Wise grandmas and doting grandpas.

Ornery toddlers and elementary kids with big dreams.

Beautiful babies and crazy but awesome teenagers.

People like us.

If they are fortunate enough to make it out of their war-torn country which has taken all they have and ground it to dust, breaking their hearts and their bodies, they are then relegated to a tent among thousands of other tents. Here are some images from various refugee camps to help give some perspective. In talking together as a family tonight after a meal of Fattoush and Manoushi, a Syrian flatbread, my thirteen-year-old reminded us of the trauma these folks have endured and of the nightmares they have at night. Even while removed from immediate terror, the violence of their past still haunts them.

I’m tired of fear closing the doors to people in need.

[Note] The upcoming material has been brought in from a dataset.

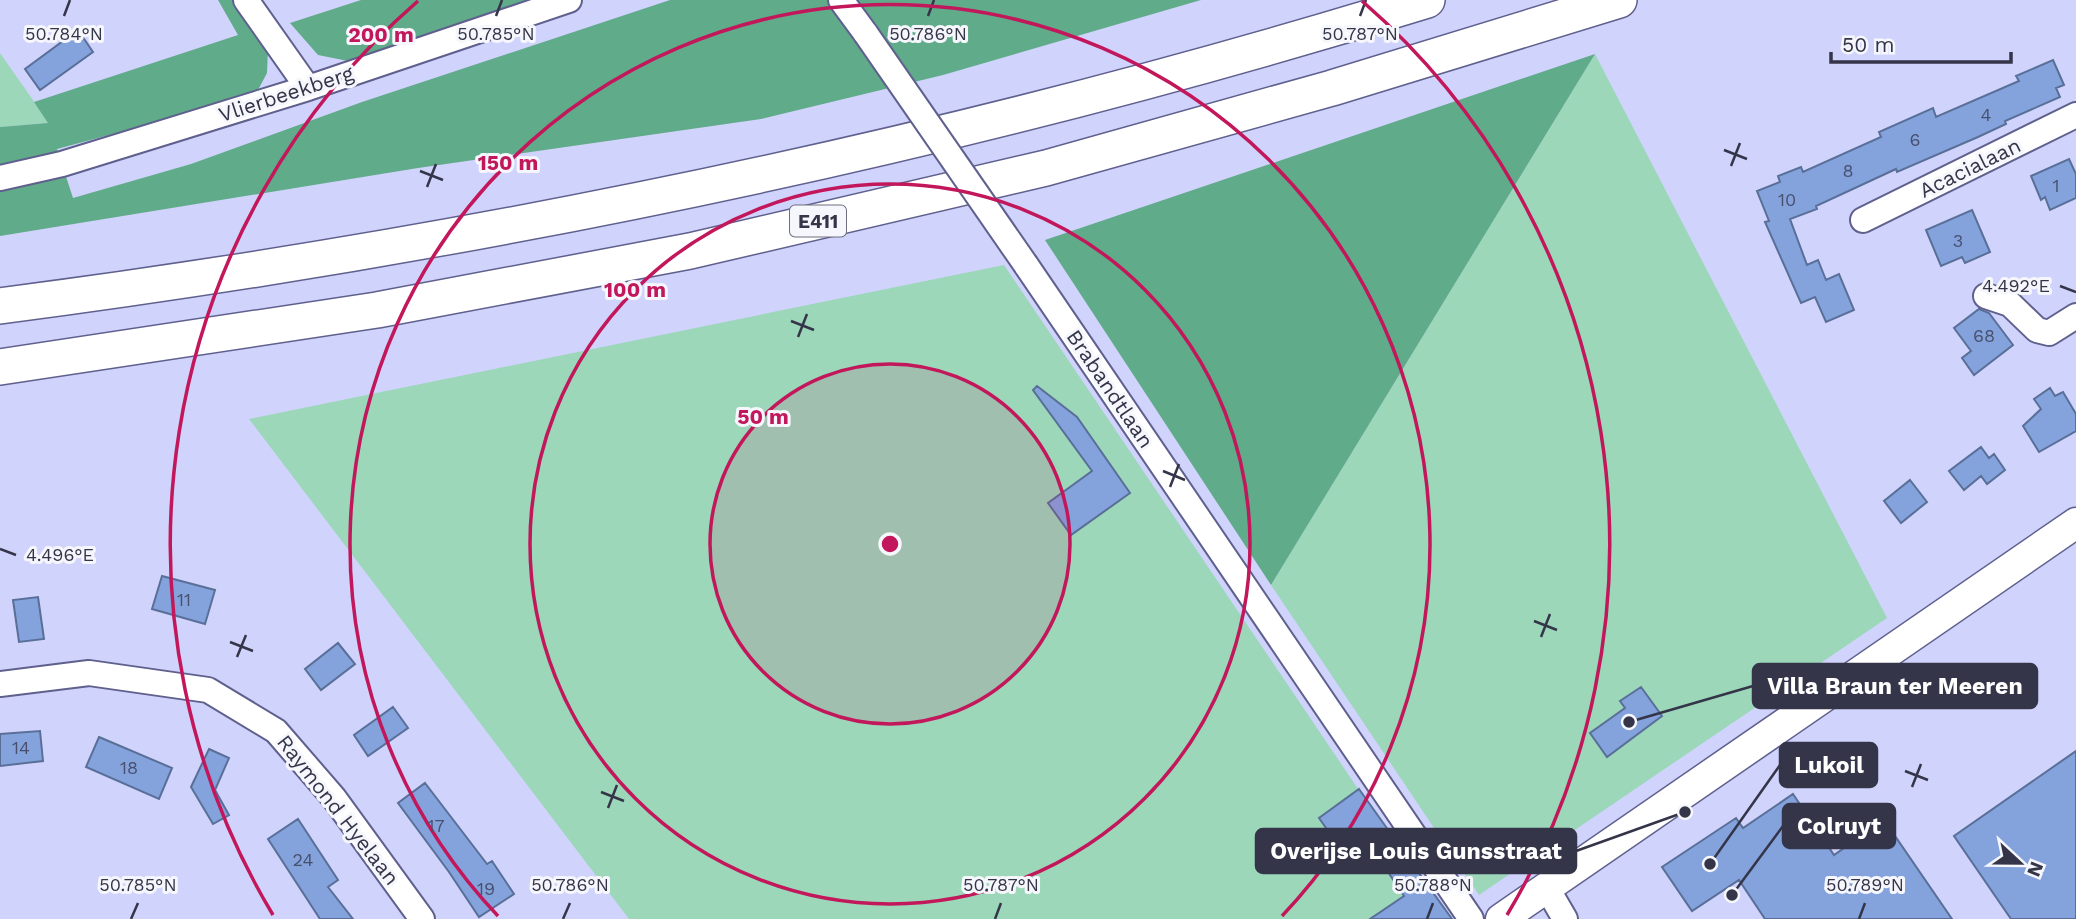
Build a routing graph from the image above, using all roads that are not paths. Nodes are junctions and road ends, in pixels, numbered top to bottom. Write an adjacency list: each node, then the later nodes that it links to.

I follow One who lived bravely, took risks, and hung out with those in need, One who simplified the greatest commandments to loving God and then loving other humans as much as we love ourselves.

What does it mean to love someone who exists in a tent having lost everything or someone who has lived her whole life running while bombs drop in the background? I grow weary of people who enjoy every physical comfort imaginable justifying a tightening of our nations borders in such a time of great need.

Friends, we have so much!

Let’s not be so afraid of change or death that we stop living.